■シックハウス症候群の定義と診断基準(笹川 2001)
2001年当時、シックハウス症候群をどのように判断し、診断するのかという明確な学術指標がほとんどなく、医学的、社会的な混乱の基になっていた。
シックハウス症候群を室内空気質の問題として位置付け、シックハウス症候群の定義を「室内空気汚染による健康障害である」とし、診断基準を発表した。室内空気汚染物質は、(1)ホルムアルデヒド・揮発性有機化合物(Volatile
Organic Compounds.VOCs)、(2)粒子状物質、(3)その他のガス成分、(4)ラドン、などである(広義)。
これまで日本政府の解釈は「建築物に起因するVOCsによる健康障害」であるとし、主な原因を化学物質によるものと考えてきた(狭義)。
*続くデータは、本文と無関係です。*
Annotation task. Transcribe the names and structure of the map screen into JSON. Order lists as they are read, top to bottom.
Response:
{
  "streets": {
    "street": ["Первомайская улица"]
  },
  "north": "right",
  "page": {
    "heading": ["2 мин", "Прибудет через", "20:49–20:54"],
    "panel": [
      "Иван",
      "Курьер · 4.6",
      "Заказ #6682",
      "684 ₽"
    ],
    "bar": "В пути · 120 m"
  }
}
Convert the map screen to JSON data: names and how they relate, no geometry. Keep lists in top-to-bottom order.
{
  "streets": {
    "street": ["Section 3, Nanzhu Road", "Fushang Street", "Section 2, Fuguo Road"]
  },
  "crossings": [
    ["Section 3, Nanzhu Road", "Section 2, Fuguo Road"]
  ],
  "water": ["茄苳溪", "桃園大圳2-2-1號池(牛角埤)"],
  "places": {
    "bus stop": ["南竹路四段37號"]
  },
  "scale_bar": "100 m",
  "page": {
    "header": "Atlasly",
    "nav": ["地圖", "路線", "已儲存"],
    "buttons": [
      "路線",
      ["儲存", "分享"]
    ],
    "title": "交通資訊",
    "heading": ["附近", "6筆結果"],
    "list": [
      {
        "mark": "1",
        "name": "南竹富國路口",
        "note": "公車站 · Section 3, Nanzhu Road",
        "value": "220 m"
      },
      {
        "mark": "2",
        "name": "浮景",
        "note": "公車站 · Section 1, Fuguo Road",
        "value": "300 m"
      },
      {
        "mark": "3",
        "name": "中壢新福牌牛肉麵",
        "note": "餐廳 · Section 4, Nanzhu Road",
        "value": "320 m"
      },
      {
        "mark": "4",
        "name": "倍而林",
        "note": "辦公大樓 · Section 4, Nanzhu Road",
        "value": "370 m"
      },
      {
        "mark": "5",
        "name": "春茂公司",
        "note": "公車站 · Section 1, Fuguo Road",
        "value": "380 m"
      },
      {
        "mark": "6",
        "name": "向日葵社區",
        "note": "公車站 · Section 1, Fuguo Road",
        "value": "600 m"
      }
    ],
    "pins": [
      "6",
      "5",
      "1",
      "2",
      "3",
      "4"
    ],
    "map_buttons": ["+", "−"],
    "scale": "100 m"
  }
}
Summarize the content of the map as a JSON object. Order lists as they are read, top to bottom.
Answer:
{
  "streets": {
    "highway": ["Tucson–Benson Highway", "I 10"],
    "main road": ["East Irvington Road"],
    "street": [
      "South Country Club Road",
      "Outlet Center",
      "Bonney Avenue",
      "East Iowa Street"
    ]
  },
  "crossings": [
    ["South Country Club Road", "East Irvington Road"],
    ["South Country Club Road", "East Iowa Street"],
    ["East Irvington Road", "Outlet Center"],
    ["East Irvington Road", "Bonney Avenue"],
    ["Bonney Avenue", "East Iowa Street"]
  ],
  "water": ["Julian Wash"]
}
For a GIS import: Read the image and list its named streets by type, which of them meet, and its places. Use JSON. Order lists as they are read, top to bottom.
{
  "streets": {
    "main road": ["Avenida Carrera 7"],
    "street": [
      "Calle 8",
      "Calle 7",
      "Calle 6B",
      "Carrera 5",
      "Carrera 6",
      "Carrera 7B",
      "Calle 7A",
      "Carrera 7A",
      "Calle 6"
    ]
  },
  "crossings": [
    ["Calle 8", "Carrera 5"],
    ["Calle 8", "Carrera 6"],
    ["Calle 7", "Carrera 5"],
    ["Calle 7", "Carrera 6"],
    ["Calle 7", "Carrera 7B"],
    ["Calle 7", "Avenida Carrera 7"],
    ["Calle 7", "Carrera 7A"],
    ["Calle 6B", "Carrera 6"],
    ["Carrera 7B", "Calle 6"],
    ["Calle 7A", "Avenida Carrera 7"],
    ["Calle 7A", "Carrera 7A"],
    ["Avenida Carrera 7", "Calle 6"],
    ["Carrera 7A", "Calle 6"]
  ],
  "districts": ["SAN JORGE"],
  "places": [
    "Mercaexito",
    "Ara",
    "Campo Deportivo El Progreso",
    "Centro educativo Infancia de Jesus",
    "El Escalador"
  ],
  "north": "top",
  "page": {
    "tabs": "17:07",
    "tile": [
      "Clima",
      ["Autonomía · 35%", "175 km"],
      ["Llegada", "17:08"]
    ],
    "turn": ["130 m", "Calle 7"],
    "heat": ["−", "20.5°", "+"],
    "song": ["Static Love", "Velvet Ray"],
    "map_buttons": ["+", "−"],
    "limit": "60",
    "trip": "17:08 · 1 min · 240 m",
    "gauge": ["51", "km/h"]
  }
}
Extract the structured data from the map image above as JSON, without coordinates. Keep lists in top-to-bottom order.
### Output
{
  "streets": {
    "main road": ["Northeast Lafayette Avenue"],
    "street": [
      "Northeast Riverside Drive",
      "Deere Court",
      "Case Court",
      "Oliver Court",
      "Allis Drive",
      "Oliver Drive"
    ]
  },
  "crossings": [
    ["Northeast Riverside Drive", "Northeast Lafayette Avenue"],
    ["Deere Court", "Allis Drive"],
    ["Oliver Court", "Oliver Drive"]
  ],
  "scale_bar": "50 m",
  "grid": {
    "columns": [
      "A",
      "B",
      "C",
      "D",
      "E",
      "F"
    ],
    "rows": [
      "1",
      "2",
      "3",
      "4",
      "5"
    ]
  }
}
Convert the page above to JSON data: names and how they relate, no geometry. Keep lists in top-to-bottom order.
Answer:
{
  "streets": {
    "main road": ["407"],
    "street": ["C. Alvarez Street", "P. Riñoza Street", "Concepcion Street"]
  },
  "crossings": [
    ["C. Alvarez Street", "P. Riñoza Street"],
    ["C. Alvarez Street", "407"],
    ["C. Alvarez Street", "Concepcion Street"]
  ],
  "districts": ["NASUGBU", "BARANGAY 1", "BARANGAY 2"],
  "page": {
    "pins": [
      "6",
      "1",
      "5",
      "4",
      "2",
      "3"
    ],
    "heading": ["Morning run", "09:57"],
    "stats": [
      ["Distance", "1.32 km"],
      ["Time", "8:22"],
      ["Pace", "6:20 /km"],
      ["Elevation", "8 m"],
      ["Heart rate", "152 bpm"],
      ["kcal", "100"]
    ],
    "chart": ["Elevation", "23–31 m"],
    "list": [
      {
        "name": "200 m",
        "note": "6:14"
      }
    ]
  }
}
この日本独自の解釈は、シックハウス症候群の原因がホルムアルデヒド(VOCs)を中心に社会問題化したことと、シックハウス症候群の用語が日本で造語されたことによる。筆者の広義の定義は、WHOや欧米でのシックビルデイング症候群の概念に沿ったものである。
■シックハウス症候群の定義(笹川 2001)改定Ver,3
シックハウス症候群の概念はWHOや欧米の考えに準拠するのがよいと考え、シックハウス症候群の定義を「住環境による健康障害」と改定した。
住環境による健康障害は、2つの危険要因(risk factors)があると考え、(1)室内空気質(Indoor Air Quality :IAQ)、(2)それ以外の住環境要因、とした。
A.室内空気質の危険要因
(1)物理的要因(温度、湿度、換気、繊維、アスベスト、環境放射線:ラドンなど)、(2)化学的要因(@VOC、ホルムアルデヒド、臭気、Aその他のガス成分)、(3)生物学的要因
B.それ以外の住環境危険要因
(1)物理的要因(音、騒音・振動、照明、建築学的設計)、(2)化学的要因(農薬・殺虫剤)、(3)心理的要因
IAQを主要な危険因子としたのは、シックビルデイング症候群の歴史的な経緯と、欧米ではIAQは別格扱いで研究されており、人体への影響が大きいことを重視したことによる。室内空気汚染物質(Indoor
Air Pollutants)は、一時的な汚染ではなく、常時、あるいは長時間に渡り室内空気を汚染する、ガス状物質、粒子状物質(粒径10μm以下)、浮遊微生物のことを指す。